In other words, it would be good for Trump to be President and do all of the things he says he is going to do (i.e. build a wall, deport millions of people, torture families of suspected terrorists, etc.), because that would provoke the purging fire that will sweep away evil.  The collateral damage of a Trump Presidency can be justified, even celebrated, by reference to the utopic end that will come after the fire.  Better that, Sarandon argues, then the grudging incremental compromise represented by Clinton.

It is much easier, of course, to take such a position when one is a rich and white and famous, as opposed to Muslim or Latino and poor and anonymous.  But let's focus here on the thought process--(1) tragic but inevitable and ultimately justifiable suffering is fuel for (2) the purging fire, which in turn (3) leads to some (usually vaguely defined) utopic end.  Can you think of an example of this working?  We have certainly heard it proffered many times.  For example, do you remember "sure, the loss of life resulting from the invasion of Iraq is tragic, but it will result in getting rid of Saddam Hussein, which will in turn usher in democracy and peace in the Middle East"?  Or how about "mass incarceration of drug users will break the culture of drug use, ushering in a 'Drug Free America' as promised in innumerable ads from when I was a kid"?  So we have many example of this as a rhetorical posture, but can you think of any examples of this ever working?  I can't think of any.  Instead, we usually get plenty of suffering, and often some sort of fire, but we never find our way to the utopic end that we were promised.

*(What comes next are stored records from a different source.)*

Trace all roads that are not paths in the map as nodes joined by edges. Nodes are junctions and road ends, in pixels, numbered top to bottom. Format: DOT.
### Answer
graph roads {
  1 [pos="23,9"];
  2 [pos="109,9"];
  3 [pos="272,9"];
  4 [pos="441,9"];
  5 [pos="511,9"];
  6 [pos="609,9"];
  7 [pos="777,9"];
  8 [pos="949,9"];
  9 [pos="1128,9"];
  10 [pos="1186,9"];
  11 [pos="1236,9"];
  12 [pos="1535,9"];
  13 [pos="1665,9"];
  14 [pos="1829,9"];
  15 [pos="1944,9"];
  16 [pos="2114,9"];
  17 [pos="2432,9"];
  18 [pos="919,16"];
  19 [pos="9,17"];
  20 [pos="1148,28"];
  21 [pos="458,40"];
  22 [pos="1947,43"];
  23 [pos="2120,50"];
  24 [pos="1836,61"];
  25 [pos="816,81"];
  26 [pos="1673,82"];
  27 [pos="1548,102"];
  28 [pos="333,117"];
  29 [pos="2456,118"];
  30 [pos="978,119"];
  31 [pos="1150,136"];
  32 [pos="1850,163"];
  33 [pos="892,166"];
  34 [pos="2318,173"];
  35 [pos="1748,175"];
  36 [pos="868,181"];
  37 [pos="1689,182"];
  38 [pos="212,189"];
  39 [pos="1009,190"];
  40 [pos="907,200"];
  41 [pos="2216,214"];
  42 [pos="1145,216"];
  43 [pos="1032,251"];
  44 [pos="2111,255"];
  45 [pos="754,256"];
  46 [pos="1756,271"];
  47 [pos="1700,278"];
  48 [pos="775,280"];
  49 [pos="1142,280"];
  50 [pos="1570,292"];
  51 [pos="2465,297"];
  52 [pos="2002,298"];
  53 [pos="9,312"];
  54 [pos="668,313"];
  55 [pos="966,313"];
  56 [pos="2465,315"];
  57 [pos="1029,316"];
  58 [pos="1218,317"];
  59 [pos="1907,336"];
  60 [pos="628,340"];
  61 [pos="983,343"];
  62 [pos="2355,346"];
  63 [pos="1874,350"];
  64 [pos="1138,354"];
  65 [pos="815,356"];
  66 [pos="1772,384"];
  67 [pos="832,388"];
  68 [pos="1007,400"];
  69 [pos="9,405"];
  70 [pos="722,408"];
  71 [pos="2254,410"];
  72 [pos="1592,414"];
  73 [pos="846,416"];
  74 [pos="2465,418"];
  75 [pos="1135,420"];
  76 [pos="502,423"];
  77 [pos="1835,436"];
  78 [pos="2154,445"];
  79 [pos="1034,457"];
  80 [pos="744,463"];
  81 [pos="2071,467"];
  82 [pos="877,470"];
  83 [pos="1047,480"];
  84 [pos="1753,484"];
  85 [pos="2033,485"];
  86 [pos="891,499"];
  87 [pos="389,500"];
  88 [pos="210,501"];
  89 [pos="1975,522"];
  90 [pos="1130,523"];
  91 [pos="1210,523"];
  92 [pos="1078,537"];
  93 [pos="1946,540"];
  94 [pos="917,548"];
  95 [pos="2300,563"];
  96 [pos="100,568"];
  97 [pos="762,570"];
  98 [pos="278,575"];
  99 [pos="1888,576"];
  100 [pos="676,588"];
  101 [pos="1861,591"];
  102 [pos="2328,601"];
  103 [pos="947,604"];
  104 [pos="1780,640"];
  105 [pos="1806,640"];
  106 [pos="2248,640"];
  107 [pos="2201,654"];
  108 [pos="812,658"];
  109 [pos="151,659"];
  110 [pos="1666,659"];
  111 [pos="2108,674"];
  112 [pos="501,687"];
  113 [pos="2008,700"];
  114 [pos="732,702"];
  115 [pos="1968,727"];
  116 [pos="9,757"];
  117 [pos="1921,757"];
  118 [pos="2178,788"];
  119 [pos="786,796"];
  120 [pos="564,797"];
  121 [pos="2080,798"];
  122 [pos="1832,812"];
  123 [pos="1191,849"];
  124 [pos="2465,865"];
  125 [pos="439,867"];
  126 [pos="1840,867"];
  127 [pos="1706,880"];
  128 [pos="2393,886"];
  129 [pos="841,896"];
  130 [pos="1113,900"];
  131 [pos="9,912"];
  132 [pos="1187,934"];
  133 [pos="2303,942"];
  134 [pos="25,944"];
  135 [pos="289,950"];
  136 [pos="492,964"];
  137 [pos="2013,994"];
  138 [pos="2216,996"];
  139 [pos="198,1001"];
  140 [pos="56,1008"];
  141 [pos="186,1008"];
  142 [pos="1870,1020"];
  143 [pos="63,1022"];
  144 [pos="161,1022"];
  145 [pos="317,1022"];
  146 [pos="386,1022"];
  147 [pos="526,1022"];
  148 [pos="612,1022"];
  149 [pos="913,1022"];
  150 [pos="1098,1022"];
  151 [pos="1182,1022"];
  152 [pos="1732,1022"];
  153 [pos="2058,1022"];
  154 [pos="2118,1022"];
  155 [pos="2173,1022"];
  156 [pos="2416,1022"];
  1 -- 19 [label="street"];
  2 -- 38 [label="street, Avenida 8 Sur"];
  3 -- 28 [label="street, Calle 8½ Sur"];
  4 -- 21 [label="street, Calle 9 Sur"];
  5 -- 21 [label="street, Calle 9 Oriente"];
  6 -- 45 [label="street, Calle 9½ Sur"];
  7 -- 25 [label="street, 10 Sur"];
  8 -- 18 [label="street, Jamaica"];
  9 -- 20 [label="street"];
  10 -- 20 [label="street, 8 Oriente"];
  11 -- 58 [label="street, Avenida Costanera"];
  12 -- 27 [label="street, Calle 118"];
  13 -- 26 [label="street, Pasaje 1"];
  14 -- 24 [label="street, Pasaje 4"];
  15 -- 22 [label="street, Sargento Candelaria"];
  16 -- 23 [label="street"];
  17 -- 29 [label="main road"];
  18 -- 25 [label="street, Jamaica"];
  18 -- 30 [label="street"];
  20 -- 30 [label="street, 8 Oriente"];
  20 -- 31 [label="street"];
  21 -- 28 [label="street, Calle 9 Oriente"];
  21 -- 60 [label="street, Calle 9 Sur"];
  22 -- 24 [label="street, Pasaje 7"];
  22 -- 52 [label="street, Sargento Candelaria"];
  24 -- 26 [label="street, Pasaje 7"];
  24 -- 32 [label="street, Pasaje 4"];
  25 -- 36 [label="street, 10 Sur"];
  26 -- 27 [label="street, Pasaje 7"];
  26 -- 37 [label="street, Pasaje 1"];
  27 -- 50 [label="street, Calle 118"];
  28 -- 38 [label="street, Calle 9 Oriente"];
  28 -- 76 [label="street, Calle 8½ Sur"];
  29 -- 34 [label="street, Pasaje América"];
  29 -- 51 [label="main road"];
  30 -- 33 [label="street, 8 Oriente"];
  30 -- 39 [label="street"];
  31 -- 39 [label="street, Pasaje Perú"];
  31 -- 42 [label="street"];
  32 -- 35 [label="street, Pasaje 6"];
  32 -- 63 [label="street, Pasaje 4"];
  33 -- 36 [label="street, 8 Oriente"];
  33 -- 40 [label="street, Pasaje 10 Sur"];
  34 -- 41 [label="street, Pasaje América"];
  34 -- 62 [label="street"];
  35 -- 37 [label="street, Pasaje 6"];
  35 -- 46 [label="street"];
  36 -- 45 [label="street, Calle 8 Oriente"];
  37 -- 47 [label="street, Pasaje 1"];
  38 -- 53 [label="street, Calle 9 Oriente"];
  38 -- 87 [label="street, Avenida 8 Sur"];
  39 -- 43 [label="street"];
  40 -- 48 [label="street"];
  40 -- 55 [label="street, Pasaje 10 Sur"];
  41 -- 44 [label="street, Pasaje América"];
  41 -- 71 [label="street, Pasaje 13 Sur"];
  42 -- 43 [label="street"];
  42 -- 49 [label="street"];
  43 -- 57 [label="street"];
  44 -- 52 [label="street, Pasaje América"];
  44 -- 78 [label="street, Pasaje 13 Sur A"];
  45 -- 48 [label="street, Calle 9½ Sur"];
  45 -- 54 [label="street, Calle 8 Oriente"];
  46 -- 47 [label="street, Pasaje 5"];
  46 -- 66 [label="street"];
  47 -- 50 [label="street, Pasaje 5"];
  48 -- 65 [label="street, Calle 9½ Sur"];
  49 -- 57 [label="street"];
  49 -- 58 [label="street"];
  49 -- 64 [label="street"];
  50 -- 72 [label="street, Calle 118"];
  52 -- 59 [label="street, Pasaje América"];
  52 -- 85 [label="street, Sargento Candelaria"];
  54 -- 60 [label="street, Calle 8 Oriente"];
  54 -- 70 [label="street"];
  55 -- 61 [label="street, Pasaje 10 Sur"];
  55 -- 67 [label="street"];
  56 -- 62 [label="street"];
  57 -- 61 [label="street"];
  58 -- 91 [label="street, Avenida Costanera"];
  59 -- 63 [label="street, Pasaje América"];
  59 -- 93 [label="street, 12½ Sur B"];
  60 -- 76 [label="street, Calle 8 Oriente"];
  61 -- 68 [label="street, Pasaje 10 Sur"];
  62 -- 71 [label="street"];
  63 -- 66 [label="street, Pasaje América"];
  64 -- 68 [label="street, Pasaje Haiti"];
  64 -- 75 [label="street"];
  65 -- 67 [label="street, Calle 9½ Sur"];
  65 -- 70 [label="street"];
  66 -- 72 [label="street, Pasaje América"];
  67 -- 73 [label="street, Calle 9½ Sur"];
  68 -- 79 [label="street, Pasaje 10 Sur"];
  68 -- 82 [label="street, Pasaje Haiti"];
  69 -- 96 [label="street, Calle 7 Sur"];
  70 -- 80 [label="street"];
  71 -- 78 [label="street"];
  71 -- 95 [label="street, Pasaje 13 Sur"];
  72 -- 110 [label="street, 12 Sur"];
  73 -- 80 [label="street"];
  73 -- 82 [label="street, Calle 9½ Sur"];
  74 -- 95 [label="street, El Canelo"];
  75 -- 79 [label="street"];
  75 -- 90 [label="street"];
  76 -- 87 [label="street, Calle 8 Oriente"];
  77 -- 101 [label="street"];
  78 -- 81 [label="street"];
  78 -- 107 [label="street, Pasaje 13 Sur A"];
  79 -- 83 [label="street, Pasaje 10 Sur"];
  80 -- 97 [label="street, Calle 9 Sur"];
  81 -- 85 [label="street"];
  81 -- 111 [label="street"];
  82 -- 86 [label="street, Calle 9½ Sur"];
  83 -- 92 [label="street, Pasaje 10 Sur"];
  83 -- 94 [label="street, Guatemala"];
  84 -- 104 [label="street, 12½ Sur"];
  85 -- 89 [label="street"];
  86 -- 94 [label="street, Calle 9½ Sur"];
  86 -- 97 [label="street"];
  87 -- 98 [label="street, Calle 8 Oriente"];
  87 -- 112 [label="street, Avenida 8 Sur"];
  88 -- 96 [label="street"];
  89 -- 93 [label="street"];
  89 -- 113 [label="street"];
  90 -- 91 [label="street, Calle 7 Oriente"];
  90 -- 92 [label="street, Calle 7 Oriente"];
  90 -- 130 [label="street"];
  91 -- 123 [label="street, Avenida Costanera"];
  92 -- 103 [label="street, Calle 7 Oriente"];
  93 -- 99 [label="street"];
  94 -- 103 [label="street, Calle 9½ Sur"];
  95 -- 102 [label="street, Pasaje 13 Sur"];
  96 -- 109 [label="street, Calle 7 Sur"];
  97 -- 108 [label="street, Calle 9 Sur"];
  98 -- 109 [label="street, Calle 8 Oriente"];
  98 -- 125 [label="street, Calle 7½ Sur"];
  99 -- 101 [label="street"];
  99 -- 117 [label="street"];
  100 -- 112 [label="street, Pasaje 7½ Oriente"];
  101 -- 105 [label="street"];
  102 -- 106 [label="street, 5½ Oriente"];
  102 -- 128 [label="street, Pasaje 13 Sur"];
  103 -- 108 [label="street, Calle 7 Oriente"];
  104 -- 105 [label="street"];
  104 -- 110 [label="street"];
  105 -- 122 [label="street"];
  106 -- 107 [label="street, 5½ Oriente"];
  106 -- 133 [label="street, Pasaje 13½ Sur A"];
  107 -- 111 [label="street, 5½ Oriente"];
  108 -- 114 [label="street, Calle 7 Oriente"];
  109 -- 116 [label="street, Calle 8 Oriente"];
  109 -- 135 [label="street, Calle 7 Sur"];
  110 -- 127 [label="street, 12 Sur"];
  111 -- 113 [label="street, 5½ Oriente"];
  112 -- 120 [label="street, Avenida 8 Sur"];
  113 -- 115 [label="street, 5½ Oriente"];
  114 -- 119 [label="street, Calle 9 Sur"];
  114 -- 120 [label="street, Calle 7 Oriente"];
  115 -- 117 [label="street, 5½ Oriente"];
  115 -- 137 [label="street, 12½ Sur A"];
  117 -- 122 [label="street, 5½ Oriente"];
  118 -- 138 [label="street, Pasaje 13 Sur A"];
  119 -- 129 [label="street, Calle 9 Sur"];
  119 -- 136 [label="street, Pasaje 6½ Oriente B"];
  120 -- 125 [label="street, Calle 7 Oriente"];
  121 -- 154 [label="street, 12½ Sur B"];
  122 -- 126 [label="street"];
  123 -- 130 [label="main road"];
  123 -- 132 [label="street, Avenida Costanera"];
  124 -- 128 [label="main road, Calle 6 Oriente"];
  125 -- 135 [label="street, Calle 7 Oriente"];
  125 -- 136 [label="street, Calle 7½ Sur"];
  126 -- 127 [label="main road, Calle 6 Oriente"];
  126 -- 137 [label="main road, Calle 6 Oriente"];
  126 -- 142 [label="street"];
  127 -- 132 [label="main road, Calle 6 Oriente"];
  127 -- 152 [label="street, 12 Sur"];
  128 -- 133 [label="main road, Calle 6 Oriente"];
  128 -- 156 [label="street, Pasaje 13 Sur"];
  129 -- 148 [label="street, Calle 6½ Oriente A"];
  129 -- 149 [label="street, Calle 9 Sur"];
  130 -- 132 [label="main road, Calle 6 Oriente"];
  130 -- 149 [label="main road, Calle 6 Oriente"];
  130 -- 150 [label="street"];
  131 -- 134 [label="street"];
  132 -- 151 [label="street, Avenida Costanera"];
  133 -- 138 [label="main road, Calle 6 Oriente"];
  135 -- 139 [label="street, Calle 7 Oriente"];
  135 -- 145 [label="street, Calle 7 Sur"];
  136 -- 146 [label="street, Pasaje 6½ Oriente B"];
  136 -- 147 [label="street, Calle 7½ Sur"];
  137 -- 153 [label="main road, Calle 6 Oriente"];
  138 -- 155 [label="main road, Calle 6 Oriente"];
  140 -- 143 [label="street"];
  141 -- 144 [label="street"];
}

Girard would argue that we never actually get to the happy ending because the happy ending is a lie.  There is never a happy ending after the scapegoat is sacrificed, only more scapegoats and scapegoating.  And, if that's right, the difference between Susan Sarandon (and the Bush administration, and the Reagan administration during the War on Drugs, and all of the countless others who have played the Order playbook) and Ra's al Ghul is that Ra's al Ghul provides the courtesy of not fooling us with the empty promise of some happy ending after the fire.  Because, at the end of the day, all of those claims of a happy ending at the end of the purging fire are empty.  The goals of the League of Shadows are not incoherent or strange; it's the same story we have heard countless times in countless forms, without the mask that usually covers it.  Ra's al Ghul and the League of Shadows show us that the destruction and fire serves no purpose except to perpetuate itself.

In other words, Ra's al Ghul is not crazy; he's just Keeping It Real.

Ra's al Ghul is critical to the arc of The Dark Knight trilogy because he lays down a marker for what the Order pole means--"once I kick an arbitrary amount of ass and kill and arbitrary amount of people, the cleansing fire will come and wipe everything out, solving the problem of evil until the next time."  Once that marker is laid down, every other Order pole character in the trilogy--Batman, Harvey Dent, Commissioner Gordon, John Blake (Joseph Gordon-Levitt)--have to react to this marker.  They have to convince themselves that what they are doing is not simply the Ra's al Ghul playbook with an self-serving veneer.  In many ways, this is the thread that runs through all three movies--can you bring order and justice to Gotham without becoming Ra's al Ghul?

Girard's answer is basically "no," or at the very least "not by using similar methods to Ra's al Ghul."  I think the trilogy bears out this analysis.  And no one understands this better than The Joker.